Через несколько дней подорожная за вице-губернаторскою подписью действительно была выхлопотана, но ни Иван Афанасьев, ни брат его не поехали, побоявшись светлейшего, а царевич так и остался неведущим о предстоящей ему судьбе…

По приезде в Москву поздно вечером царевича поместили в Кремлевском дворце. Назябшись на тридцатиградусном морозе и измятый двухмесячной дорогой, царевич тотчас же заснул богатырским сном и проспал вплоть до полудня другого дня, без всяких тревожных сновидений и не проснувшись ни разу. Первый предмет, на который упали глаза его при пробуждении, было самодовольное, улыбающееся лицо своего дорожного пестуна, Петра Андреевича Толстого, уехавшего при выезде из Риги вперед для свидания с царем.

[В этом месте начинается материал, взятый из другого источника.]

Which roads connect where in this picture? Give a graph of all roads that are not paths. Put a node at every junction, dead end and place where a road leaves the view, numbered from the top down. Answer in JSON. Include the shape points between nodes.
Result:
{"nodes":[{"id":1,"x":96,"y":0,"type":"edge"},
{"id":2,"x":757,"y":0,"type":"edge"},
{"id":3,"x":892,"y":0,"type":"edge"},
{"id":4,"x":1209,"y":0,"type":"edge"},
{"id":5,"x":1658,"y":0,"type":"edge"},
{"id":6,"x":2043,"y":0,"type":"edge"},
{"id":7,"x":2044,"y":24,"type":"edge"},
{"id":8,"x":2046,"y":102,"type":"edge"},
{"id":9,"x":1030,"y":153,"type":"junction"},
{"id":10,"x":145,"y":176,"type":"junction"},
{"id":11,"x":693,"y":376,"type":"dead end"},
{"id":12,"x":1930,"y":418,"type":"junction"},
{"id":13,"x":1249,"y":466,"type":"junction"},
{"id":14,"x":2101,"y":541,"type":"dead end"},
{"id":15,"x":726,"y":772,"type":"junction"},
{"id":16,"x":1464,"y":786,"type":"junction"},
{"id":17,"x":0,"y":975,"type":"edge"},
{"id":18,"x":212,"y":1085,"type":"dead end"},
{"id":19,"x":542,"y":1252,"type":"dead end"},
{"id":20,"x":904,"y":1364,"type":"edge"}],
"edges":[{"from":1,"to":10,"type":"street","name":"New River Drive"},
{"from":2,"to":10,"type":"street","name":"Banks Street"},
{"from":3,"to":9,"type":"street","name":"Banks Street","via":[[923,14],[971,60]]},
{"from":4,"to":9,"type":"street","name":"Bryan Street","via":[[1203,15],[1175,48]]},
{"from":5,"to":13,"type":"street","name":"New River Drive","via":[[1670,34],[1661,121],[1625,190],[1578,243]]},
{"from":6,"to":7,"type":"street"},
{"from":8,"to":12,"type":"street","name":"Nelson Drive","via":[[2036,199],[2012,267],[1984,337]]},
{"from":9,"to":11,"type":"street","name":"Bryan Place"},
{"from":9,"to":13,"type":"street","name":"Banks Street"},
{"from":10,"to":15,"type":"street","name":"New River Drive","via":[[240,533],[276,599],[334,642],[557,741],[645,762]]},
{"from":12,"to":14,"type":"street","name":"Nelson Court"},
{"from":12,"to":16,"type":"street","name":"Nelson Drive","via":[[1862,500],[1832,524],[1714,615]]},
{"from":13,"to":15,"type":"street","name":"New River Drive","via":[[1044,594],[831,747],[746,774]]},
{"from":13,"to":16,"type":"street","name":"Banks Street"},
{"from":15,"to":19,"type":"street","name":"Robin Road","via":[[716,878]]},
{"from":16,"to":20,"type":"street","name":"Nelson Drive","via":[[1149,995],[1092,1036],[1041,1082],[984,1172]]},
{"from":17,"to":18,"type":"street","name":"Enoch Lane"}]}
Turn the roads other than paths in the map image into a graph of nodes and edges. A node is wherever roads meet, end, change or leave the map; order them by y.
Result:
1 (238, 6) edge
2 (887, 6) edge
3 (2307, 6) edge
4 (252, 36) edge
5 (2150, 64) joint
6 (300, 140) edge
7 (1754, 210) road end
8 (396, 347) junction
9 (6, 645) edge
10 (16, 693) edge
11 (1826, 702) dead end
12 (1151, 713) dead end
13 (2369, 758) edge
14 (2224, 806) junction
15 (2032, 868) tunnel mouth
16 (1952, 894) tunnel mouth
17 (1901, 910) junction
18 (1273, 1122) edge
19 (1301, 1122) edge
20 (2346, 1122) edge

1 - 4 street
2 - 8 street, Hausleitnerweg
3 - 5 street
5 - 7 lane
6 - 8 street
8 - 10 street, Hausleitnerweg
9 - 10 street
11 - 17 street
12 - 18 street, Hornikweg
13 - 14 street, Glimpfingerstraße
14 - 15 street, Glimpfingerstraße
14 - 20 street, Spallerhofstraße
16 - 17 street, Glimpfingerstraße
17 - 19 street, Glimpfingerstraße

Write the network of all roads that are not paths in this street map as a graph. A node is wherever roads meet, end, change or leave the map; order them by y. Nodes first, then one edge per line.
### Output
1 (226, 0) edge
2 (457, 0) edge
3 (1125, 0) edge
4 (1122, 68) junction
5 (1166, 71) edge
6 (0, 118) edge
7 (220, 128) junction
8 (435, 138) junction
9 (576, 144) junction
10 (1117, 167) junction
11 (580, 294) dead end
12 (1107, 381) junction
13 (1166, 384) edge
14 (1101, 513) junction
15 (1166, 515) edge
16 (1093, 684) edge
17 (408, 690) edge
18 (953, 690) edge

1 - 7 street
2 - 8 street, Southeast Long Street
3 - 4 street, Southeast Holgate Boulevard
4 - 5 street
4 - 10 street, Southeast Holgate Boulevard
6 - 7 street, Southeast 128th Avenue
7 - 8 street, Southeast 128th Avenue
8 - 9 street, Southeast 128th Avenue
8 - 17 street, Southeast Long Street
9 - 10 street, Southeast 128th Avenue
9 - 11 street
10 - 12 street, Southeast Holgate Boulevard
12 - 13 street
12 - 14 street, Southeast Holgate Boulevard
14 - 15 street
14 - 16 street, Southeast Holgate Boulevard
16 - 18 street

— Долго же спал, царевич, видно, не то что на чужой стороне, — поздравил Петр Андреевич царевича, — не видел ли чего во сне? Говорят, что на новом месте бывают сны вещие.

— Ничего не видел, Петр Андреевич, да и какое же новое место? Все, кажется, здесь по-старому, — отвечал царевич.

— Не к старому, Алексей Петрович, дело идет, а к новому, — с странной улыбкою проговорил Петр Андреевич.

Но царевич не обратил внимания ни на загадочный смысл речей старого спутника, ни на его лукаво прищуренные глазки. Алексей Петрович совершенно спокойно стал одеваться.

— Петр Андреевич, — обратился он к графу, оканчивая свой утренний туалет, — виделся ты с батюшкой?

— Виделся, царевич.

— Что он… сердит?

— Как на кого… на иного сердит, а ко мне благосклонен.

— Если к тебе благосклонен отец, так окажи мне свою милостивую протекцию, умилостиви его ко мне, дабы мне явиться на его очи в добрый час, — жалостливо взмолился царевич.

— Я об тебе и так не мало хлопотал и хлопочу, царевич, не знаю только, в угоду ли тебе будет, а насчет явки твоей к отцу, так отложи попечение… Государь не приказал допускать тебя к нему до особливого его приказа.

— Что же это значит, Петр Андреевич? Ведь он помиловал меня?

— Помиловать-то помиловал, а… да потерпи, он тебе сам скажет свою резолюцию…

Царевич задумался. В душе своей он рад был отсрочке свидания, о котором во всю дорогу не мог подумать без ужаса, но вместе с тем ему сделалось тревожно и холодно от этого распоряжения. Помолчав несколько минут, он снова обратился к Петру Андреевичу.

— Об моем деле, граф, ничего не узнал?

— Об каком это деле твоем, царевич, — как будто не догадываясь, переспросил граф Толстой.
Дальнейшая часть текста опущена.